___ RECORDS FOR THIS TASK

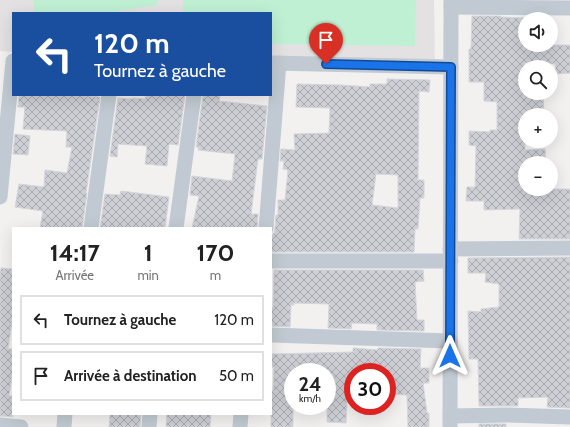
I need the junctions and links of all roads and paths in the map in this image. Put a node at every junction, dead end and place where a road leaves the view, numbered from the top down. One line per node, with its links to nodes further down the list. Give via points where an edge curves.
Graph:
1 (451, 3): 2 (street); 6 (street)
2 (570, 8)
3 (0, 59): 4 (street)
4 (12, 60)
5 (275, 63): 6 (street); 13 (street)
6 (451, 67): 15 (street)
7 (12, 71): 10 (street)
8 (109, 96): 11 (street)
9 (194, 96): 12 (street)
10 (0, 197)
11 (91, 227)
12 (176, 227)
13 (266, 227)
14 (570, 248): 15 (street)
15 (451, 255): 16 (street); 18 (street)
16 (272, 261)
17 (272, 335): 18 (street)
18 (450, 342): 23 (street)
19 (65, 415): 26 (street)
20 (150, 415): 27 (street)
21 (241, 415): 28 (street)
22 (570, 417): 23 (street, via 507,415)
23 (450, 422)
24 (0, 425): 25 (street)
25 (21, 427)
26 (64, 427)
27 (149, 427)
28 (240, 427)

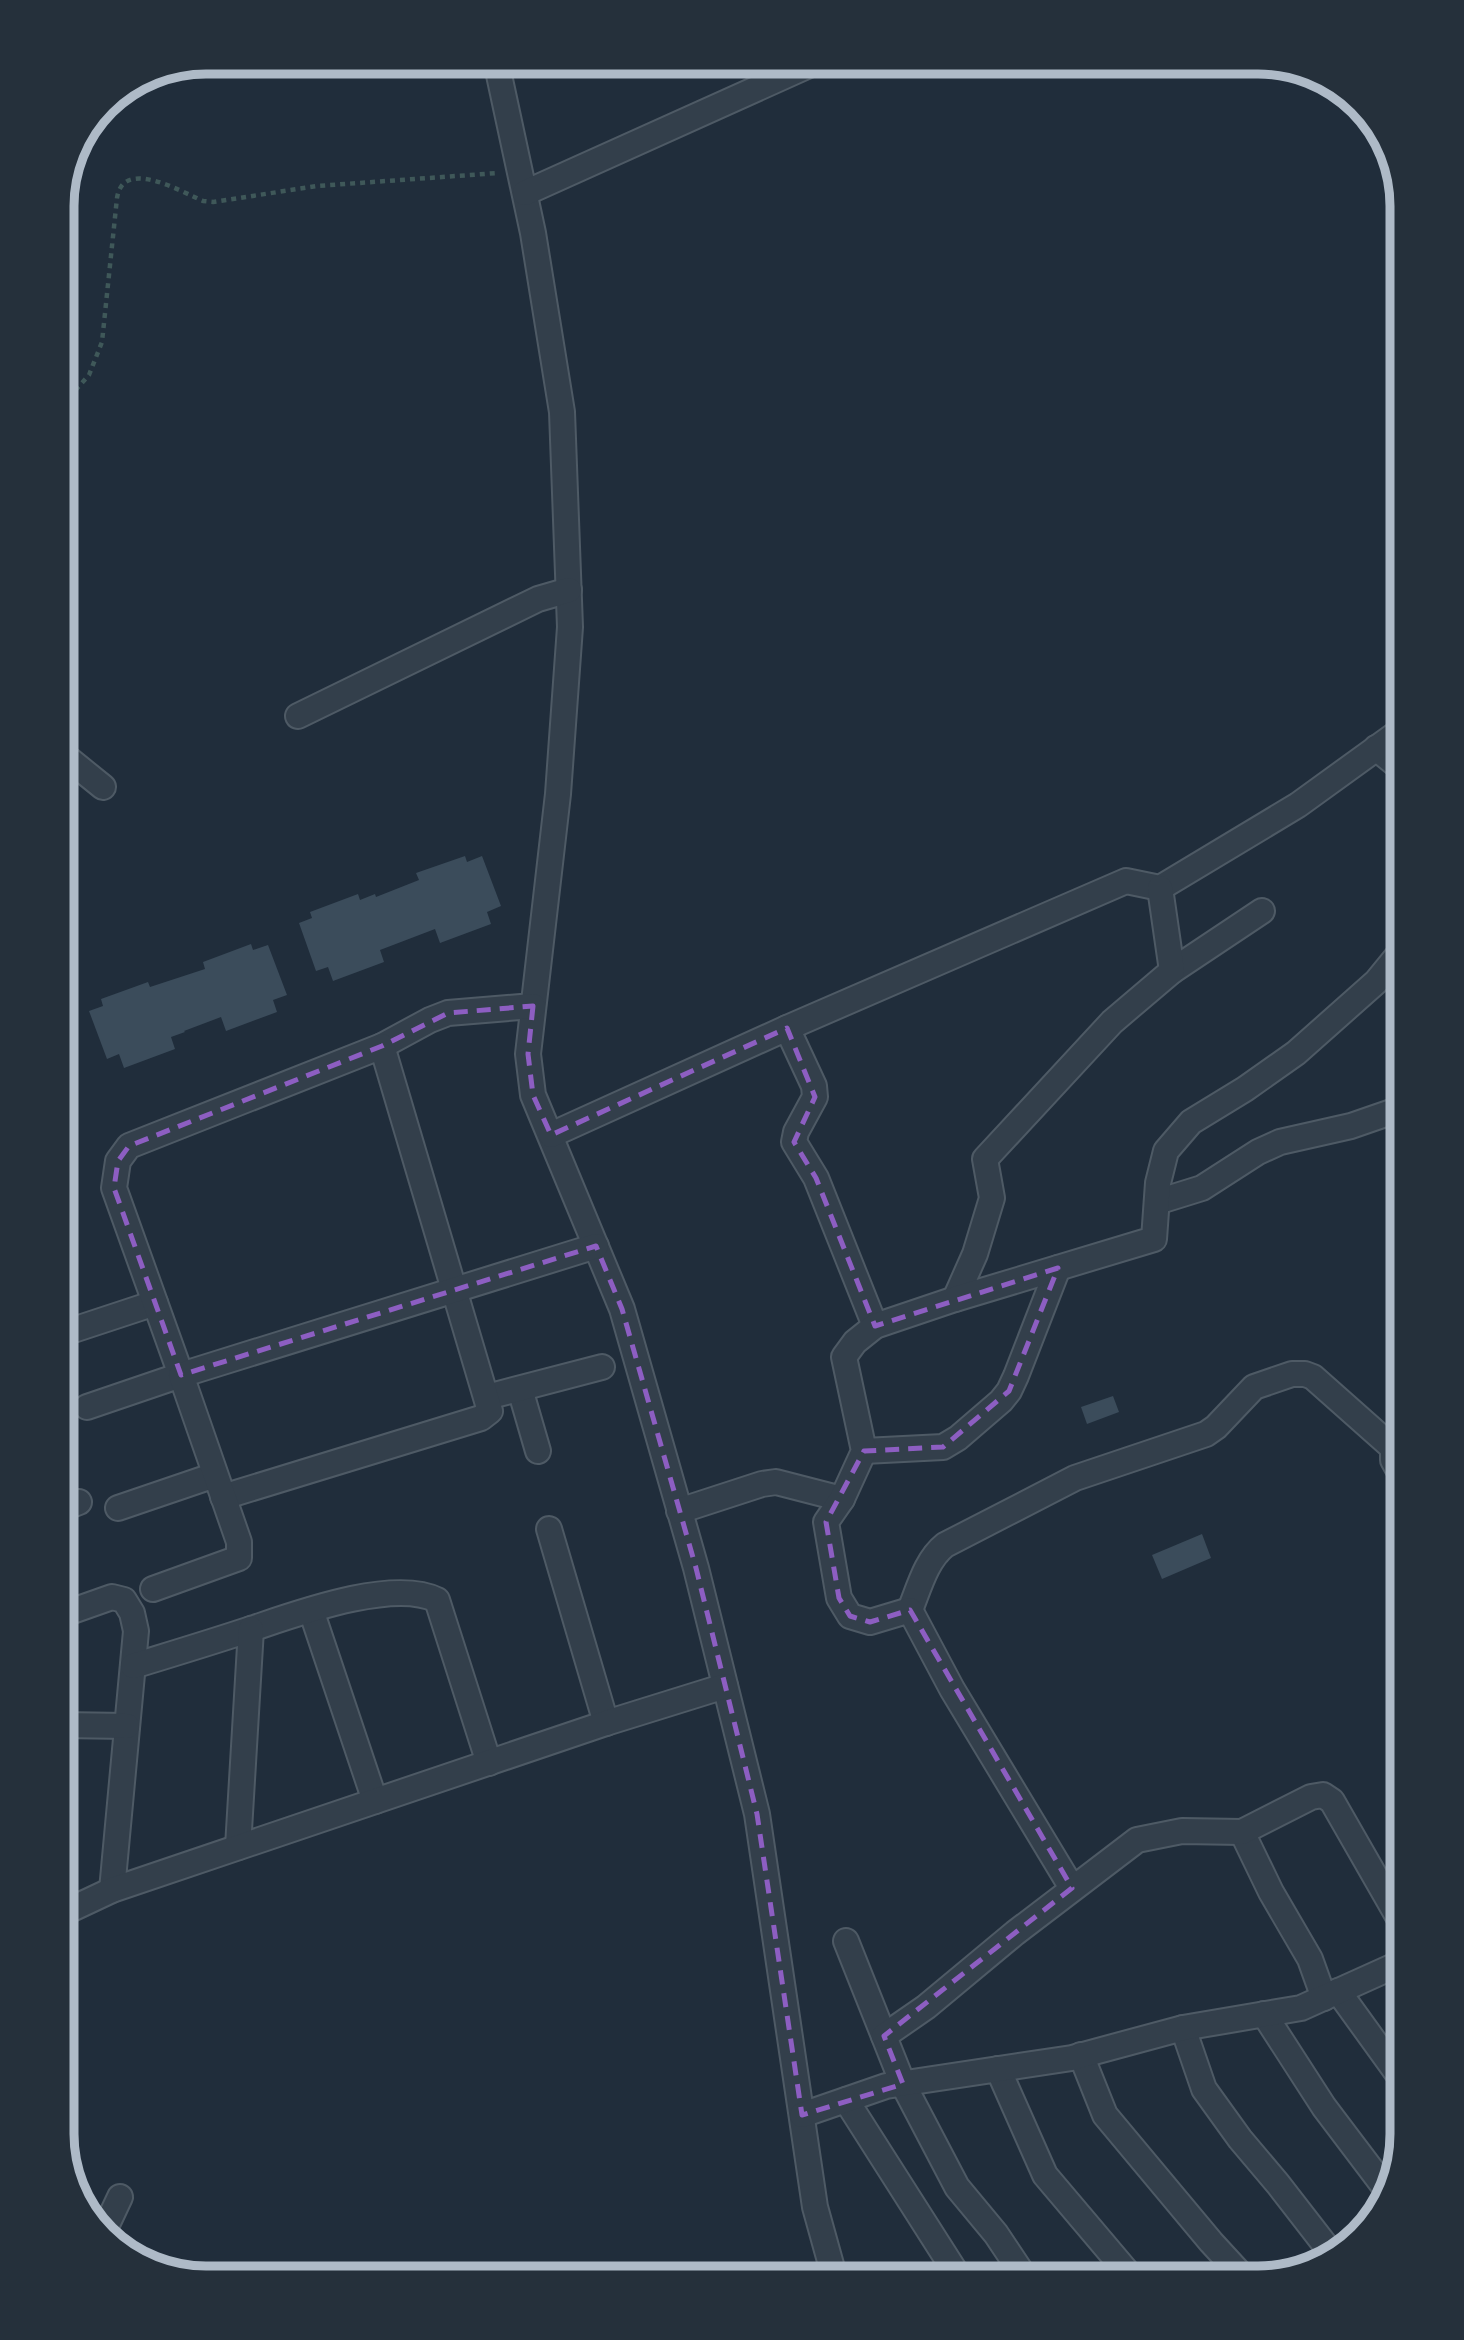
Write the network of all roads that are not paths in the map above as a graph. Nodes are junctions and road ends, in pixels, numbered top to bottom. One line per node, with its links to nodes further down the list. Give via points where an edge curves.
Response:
1 (499, 74): 3 (street)
2 (786, 74): 3 (street)
3 (522, 182): 4 (street, via 562,412)
4 (569, 590): 5 (street, via 538,599); 15 (street, via 558,794)
5 (298, 716)
6 (1390, 738): 7 (street)
7 (1376, 748): 8 (street); 11 (street, via 1297,805)
8 (1390, 759)
9 (74, 764): 10 (street)
10 (103, 787)
11 (1160, 888): 14 (street); 16 (street, via 1126,881)
12 (1262, 911): 14 (street)
13 (1390, 965): 20 (street, via 1296,1053 1191,1122 1166,1151)
14 (1172, 971): 24 (street, via 1112,1022 985,1159 992,1198)
15 (533, 1006): 17 (street, via 448,1013); 19 (street, via 527,1054 533,1095)
16 (787, 1028): 19 (street); 26 (street, via 815,1097 794,1142 816,1178)
17 (382, 1046): 23 (street); 25 (street, via 129,1146 118,1161 114,1188)
18 (1390, 1112): 20 (street, via 1280,1142 1202,1188)
19 (551, 1135): 21 (street)
20 (1157, 1202): 22 (street, via 1154,1239)
21 (596, 1246): 23 (street); 39 (street, via 622,1309)
22 (1058, 1268): 24 (street); 35 (street, via 1016,1376 1001,1401 943,1447)
23 (456, 1292): 29 (street); 31 (street)
24 (955, 1299): 26 (street)
25 (155, 1303): 27 (street); 29 (street)
26 (875, 1326): 35 (street, via 844,1357)
27 (74, 1330)
28 (603, 1367): 30 (street)
29 (181, 1375): 32 (street); 36 (street)
30 (520, 1389): 31 (street); 34 (street)
31 (487, 1397): 36 (street, via 490,1411 481,1418)
32 (87, 1407)
33 (1390, 1440): 44 (street, via 1313,1377 1292,1374 1254,1387 1206,1434 1075,1478 945,1545 930,1562)
34 (538, 1451)
35 (864, 1451): 37 (street)
36 (219, 1486): 38 (street); 41 (street, via 239,1542 239,1558)
37 (842, 1499): 39 (street, via 776,1482); 44 (street, via 827,1522 839,1598 850,1616 870,1622)
38 (118, 1508)
39 (678, 1511): 47 (street)
40 (549, 1529): 48 (street)
41 (153, 1589)
42 (74, 1610): 46 (street, via 112,1597 124,1600 136,1631)
43 (311, 1610): 45 (street); 51 (street, via 393,1593 426,1594 437,1600); 52 (street)
44 (910, 1610): 55 (street)
45 (251, 1629): 46 (street); 54 (street)
46 (133, 1666): 50 (street)
47 (725, 1686): 48 (street); 70 (street, via 757,1814)
48 (606, 1723): 51 (street)
49 (74, 1725): 50 (street)
50 (127, 1726): 56 (street)
51 (489, 1763): 52 (street)
52 (375, 1801): 54 (street)
53 (1242, 1832): 55 (street, via 1182,1831 1137,1840); 57 (street, via 1299,1801 1323,1795 1332,1801); 61 (street)
54 (238, 1847): 56 (street)
55 (1072, 1888): 64 (street)
56 (112, 1889): 58 (street)
57 (1390, 1902)
58 (74, 1908)
59 (846, 1941): 64 (street)
60 (1390, 1968): 61 (street)
61 (1331, 1994): 62 (street, via 1301,2008); 66 (street)
62 (1264, 2014): 63 (street); 71 (street, via 1324,2107)
63 (1183, 2028): 65 (street); 74 (street, via 1204,2089)
64 (884, 2036): 68 (street)
65 (1081, 2055): 67 (street); 79 (street, via 1105,2115)
66 (1390, 2065)
67 (998, 2069): 68 (street); 78 (street, via 1045,2175)
68 (903, 2084): 69 (street); 77 (street, via 957,2187)
69 (846, 2100): 70 (street); 76 (street)
70 (802, 2116): 75 (street, via 815,2207)
71 (1381, 2183)
72 (120, 2197): 73 (street)
73 (108, 2224)
74 (1327, 2247)
75 (831, 2266)
76 (952, 2266)
77 (1017, 2266)
78 (1122, 2266)
79 (1233, 2266)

______

- WHAT THE TASK REQUIRES: A verbatim copy of every entry is wanted; the pictures stay out of it.

- RESULT OF THE EXERCISE:
I need the junctions and links of all roads and paths in the map in this image. Put a node at every junction, dead end and place where a road leaves the view, numbered from the top down. One line per node, with its links to nodes further down the list. Give via points where an edge curves.
Graph:
1 (451, 3): 2 (street); 6 (street)
2 (570, 8)
3 (0, 59): 4 (street)
4 (12, 60)
5 (275, 63): 6 (street); 13 (street)
6 (451, 67): 15 (street)
7 (12, 71): 10 (street)
8 (109, 96): 11 (street)
9 (194, 96): 12 (street)
10 (0, 197)
11 (91, 227)
12 (176, 227)
13 (266, 227)
14 (570, 248): 15 (street)
15 (451, 255): 16 (street); 18 (street)
16 (272, 261)
17 (272, 335): 18 (street)
18 (450, 342): 23 (street)
19 (65, 415): 26 (street)
20 (150, 415): 27 (street)
21 (241, 415): 28 (street)
22 (570, 417): 23 (street, via 507,415)
23 (450, 422)
24 (0, 425): 25 (street)
25 (21, 427)
26 (64, 427)
27 (149, 427)
28 (240, 427)

Write the network of all roads that are not paths in the map above as a graph. Nodes are junctions and road ends, in pixels, numbered top to bottom. One line per node, with its links to nodes further down the list. Give via points where an edge curves.
Response:
1 (499, 74): 3 (street)
2 (786, 74): 3 (street)
3 (522, 182): 4 (street, via 562,412)
4 (569, 590): 5 (street, via 538,599); 15 (street, via 558,794)
5 (298, 716)
6 (1390, 738): 7 (street)
7 (1376, 748): 8 (street); 11 (street, via 1297,805)
8 (1390, 759)
9 (74, 764): 10 (street)
10 (103, 787)
11 (1160, 888): 14 (street); 16 (street, via 1126,881)
12 (1262, 911): 14 (street)
13 (1390, 965): 20 (street, via 1296,1053 1191,1122 1166,1151)
14 (1172, 971): 24 (street, via 1112,1022 985,1159 992,1198)
15 (533, 1006): 17 (street, via 448,1013); 19 (street, via 527,1054 533,1095)
16 (787, 1028): 19 (street); 26 (street, via 815,1097 794,1142 816,1178)
17 (382, 1046): 23 (street); 25 (street, via 129,1146 118,1161 114,1188)
18 (1390, 1112): 20 (street, via 1280,1142 1202,1188)
19 (551, 1135): 21 (street)
20 (1157, 1202): 22 (street, via 1154,1239)
21 (596, 1246): 23 (street); 39 (street, via 622,1309)
22 (1058, 1268): 24 (street); 35 (street, via 1016,1376 1001,1401 943,1447)
23 (456, 1292): 29 (street); 31 (street)
24 (955, 1299): 26 (street)
25 (155, 1303): 27 (street); 29 (street)
26 (875, 1326): 35 (street, via 844,1357)
27 (74, 1330)
28 (603, 1367): 30 (street)
29 (181, 1375): 32 (street); 36 (street)
30 (520, 1389): 31 (street); 34 (street)
31 (487, 1397): 36 (street, via 490,1411 481,1418)
32 (87, 1407)
33 (1390, 1440): 44 (street, via 1313,1377 1292,1374 1254,1387 1206,1434 1075,1478 945,1545 930,1562)
34 (538, 1451)
35 (864, 1451): 37 (street)
36 (219, 1486): 38 (street); 41 (street, via 239,1542 239,1558)
37 (842, 1499): 39 (street, via 776,1482); 44 (street, via 827,1522 839,1598 850,1616 870,1622)
38 (118, 1508)
39 (678, 1511): 47 (street)
40 (549, 1529): 48 (street)
41 (153, 1589)
42 (74, 1610): 46 (street, via 112,1597 124,1600 136,1631)
43 (311, 1610): 45 (street); 51 (street, via 393,1593 426,1594 437,1600); 52 (street)
44 (910, 1610): 55 (street)
45 (251, 1629): 46 (street); 54 (street)
46 (133, 1666): 50 (street)
47 (725, 1686): 48 (street); 70 (street, via 757,1814)
48 (606, 1723): 51 (street)
49 (74, 1725): 50 (street)
50 (127, 1726): 56 (street)
51 (489, 1763): 52 (street)
52 (375, 1801): 54 (street)
53 (1242, 1832): 55 (street, via 1182,1831 1137,1840); 57 (street, via 1299,1801 1323,1795 1332,1801); 61 (street)
54 (238, 1847): 56 (street)
55 (1072, 1888): 64 (street)
56 (112, 1889): 58 (street)
57 (1390, 1902)
58 (74, 1908)
59 (846, 1941): 64 (street)
60 (1390, 1968): 61 (street)
61 (1331, 1994): 62 (street, via 1301,2008); 66 (street)
62 (1264, 2014): 63 (street); 71 (street, via 1324,2107)
63 (1183, 2028): 65 (street); 74 (street, via 1204,2089)
64 (884, 2036): 68 (street)
65 (1081, 2055): 67 (street); 79 (street, via 1105,2115)
66 (1390, 2065)
67 (998, 2069): 68 (street); 78 (street, via 1045,2175)
68 (903, 2084): 69 (street); 77 (street, via 957,2187)
69 (846, 2100): 70 (street); 76 (street)
70 (802, 2116): 75 (street, via 815,2207)
71 (1381, 2183)
72 (120, 2197): 73 (street)
73 (108, 2224)
74 (1327, 2247)
75 (831, 2266)
76 (952, 2266)
77 (1017, 2266)
78 (1122, 2266)
79 (1233, 2266)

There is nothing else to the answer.